- _What the task requires_: Please repeat the lines below, exactly and only, from the one that holds "Trace all roads" through the one that holds "Digitize the connectivity".

[Saved entries]
-- -- --
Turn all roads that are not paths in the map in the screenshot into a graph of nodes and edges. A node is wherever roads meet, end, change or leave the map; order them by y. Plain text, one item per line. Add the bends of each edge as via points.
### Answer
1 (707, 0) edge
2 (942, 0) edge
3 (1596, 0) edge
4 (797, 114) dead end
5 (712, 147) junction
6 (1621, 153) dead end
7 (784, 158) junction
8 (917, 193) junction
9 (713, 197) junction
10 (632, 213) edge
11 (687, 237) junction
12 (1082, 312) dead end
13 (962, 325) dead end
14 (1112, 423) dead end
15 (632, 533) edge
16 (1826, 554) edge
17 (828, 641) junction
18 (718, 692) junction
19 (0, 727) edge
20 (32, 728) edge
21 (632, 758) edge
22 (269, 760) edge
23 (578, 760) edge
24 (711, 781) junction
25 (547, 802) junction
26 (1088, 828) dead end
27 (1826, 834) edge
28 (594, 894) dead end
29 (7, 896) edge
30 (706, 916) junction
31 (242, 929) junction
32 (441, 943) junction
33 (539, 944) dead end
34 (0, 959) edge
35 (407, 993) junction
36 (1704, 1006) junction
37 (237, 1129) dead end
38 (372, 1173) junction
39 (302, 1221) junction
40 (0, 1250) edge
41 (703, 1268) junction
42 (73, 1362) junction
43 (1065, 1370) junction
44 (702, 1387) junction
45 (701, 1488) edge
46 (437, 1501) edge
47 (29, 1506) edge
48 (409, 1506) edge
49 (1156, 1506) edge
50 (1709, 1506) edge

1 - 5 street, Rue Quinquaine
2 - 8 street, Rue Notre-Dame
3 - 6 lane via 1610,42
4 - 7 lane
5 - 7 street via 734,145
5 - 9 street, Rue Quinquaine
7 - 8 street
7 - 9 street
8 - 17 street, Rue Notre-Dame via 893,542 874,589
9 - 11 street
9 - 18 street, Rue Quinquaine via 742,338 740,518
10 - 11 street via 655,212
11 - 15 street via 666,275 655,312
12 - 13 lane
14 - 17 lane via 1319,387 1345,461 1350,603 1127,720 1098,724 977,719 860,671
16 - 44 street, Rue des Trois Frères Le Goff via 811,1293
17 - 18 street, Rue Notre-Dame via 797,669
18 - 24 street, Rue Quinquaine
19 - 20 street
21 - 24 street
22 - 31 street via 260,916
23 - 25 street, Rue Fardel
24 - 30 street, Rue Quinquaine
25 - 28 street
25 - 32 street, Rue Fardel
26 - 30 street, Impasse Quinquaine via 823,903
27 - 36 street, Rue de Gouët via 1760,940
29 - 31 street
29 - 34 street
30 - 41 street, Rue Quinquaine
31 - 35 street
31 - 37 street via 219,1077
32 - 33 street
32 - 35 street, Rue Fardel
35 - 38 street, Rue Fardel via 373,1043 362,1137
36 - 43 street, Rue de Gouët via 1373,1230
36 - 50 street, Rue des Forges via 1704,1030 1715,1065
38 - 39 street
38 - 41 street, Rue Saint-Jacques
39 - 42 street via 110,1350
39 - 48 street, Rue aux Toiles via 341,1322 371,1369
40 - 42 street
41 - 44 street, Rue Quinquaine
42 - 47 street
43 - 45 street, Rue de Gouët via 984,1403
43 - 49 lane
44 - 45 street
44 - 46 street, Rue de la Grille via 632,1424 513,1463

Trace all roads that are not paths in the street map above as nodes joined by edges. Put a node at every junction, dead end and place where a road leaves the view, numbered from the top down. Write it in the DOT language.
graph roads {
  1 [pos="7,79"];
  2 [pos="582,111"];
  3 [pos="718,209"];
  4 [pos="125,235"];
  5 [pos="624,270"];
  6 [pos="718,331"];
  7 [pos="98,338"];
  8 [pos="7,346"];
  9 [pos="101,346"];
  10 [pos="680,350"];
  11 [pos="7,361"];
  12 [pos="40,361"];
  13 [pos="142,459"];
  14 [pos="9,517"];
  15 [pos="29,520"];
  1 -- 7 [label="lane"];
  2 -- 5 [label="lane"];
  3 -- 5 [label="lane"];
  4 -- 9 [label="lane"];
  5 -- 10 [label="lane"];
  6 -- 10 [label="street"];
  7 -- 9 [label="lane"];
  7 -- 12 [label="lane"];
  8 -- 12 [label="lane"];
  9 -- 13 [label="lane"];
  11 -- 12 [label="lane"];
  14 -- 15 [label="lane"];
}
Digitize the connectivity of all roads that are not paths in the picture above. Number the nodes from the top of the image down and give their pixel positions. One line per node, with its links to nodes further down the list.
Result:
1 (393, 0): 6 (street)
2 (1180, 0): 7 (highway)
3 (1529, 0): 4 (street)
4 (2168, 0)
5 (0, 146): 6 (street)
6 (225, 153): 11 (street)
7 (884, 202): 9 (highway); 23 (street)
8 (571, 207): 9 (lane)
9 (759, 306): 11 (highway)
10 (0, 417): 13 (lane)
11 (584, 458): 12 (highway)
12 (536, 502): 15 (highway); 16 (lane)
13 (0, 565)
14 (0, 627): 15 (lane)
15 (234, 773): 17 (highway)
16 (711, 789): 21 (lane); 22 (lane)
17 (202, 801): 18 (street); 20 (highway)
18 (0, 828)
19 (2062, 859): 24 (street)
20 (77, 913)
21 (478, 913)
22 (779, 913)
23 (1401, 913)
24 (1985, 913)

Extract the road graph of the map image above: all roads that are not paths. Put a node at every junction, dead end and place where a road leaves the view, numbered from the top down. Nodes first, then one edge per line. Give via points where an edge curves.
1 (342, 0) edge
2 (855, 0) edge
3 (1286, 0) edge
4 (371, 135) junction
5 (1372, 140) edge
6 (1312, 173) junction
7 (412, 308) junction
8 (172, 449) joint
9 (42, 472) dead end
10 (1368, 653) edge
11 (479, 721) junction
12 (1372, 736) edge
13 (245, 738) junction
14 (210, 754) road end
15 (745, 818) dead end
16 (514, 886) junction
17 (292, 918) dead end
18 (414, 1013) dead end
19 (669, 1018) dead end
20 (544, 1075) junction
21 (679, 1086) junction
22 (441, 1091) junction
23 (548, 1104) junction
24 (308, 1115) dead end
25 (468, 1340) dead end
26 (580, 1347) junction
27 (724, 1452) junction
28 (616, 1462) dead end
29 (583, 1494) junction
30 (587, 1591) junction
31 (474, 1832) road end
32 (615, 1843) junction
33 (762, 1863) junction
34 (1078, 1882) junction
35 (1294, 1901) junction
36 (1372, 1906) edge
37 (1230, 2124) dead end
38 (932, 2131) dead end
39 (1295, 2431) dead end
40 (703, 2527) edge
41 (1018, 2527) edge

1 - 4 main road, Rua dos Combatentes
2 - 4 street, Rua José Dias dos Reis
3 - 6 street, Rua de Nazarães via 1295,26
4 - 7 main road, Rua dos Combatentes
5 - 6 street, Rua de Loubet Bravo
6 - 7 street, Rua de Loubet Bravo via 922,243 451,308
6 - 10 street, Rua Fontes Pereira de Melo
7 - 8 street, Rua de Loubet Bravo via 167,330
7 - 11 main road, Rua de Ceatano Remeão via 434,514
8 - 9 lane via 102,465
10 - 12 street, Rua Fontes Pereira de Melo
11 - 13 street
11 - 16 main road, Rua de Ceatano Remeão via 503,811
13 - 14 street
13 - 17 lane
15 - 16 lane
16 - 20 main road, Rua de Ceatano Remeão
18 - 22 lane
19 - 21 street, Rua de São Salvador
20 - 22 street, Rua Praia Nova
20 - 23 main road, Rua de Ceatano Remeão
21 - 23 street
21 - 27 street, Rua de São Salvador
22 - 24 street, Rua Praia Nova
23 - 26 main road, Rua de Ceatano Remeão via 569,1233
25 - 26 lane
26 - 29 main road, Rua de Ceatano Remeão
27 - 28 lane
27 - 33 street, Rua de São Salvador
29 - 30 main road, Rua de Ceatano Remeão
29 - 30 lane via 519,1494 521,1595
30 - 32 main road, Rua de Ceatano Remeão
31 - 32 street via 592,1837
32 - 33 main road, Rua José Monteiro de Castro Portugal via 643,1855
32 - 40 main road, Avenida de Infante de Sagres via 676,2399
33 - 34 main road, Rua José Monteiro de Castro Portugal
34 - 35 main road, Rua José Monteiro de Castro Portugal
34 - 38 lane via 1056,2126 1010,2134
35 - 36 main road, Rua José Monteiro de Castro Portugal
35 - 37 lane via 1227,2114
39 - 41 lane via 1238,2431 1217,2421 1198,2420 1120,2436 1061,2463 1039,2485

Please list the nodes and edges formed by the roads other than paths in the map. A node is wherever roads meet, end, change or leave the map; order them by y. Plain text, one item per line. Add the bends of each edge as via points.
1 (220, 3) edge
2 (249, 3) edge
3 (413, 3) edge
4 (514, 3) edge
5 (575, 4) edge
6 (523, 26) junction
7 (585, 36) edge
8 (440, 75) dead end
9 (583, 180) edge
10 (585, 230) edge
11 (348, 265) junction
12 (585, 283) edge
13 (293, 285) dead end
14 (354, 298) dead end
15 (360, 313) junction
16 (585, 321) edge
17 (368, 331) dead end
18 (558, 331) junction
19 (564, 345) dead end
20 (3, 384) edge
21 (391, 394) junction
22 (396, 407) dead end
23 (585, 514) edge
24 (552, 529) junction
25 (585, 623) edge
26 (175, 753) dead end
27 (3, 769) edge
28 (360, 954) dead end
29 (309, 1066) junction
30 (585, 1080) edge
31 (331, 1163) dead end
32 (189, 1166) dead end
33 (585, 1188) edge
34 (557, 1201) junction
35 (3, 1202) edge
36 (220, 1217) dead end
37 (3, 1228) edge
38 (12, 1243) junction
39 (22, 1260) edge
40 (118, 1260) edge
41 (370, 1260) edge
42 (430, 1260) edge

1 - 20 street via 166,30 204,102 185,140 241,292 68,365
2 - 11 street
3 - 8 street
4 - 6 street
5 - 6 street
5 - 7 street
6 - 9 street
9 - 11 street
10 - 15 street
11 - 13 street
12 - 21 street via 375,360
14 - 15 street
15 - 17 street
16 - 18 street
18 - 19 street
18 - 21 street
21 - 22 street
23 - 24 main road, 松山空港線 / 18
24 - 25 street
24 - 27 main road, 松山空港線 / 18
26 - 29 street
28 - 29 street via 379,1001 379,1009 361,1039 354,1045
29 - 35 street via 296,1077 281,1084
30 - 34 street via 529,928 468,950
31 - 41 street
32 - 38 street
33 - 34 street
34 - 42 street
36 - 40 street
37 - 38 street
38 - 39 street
-- -- --
- _Result of this exercise_:
Trace all roads that are not paths in the street map above as nodes joined by edges. Put a node at every junction, dead end and place where a road leaves the view, numbered from the top down. Write it in the DOT language.
graph roads {
  1 [pos="7,79"];
  2 [pos="582,111"];
  3 [pos="718,209"];
  4 [pos="125,235"];
  5 [pos="624,270"];
  6 [pos="718,331"];
  7 [pos="98,338"];
  8 [pos="7,346"];
  9 [pos="101,346"];
  10 [pos="680,350"];
  11 [pos="7,361"];
  12 [pos="40,361"];
  13 [pos="142,459"];
  14 [pos="9,517"];
  15 [pos="29,520"];
  1 -- 7 [label="lane"];
  2 -- 5 [label="lane"];
  3 -- 5 [label="lane"];
  4 -- 9 [label="lane"];
  5 -- 10 [label="lane"];
  6 -- 10 [label="street"];
  7 -- 9 [label="lane"];
  7 -- 12 [label="lane"];
  8 -- 12 [label="lane"];
  9 -- 13 [label="lane"];
  11 -- 12 [label="lane"];
  14 -- 15 [label="lane"];
}
Digitize the connectivity of all roads that are not paths in the picture above. Number the nodes from the top of the image down and give their pixel positions. One line per node, with its links to nodes further down the list.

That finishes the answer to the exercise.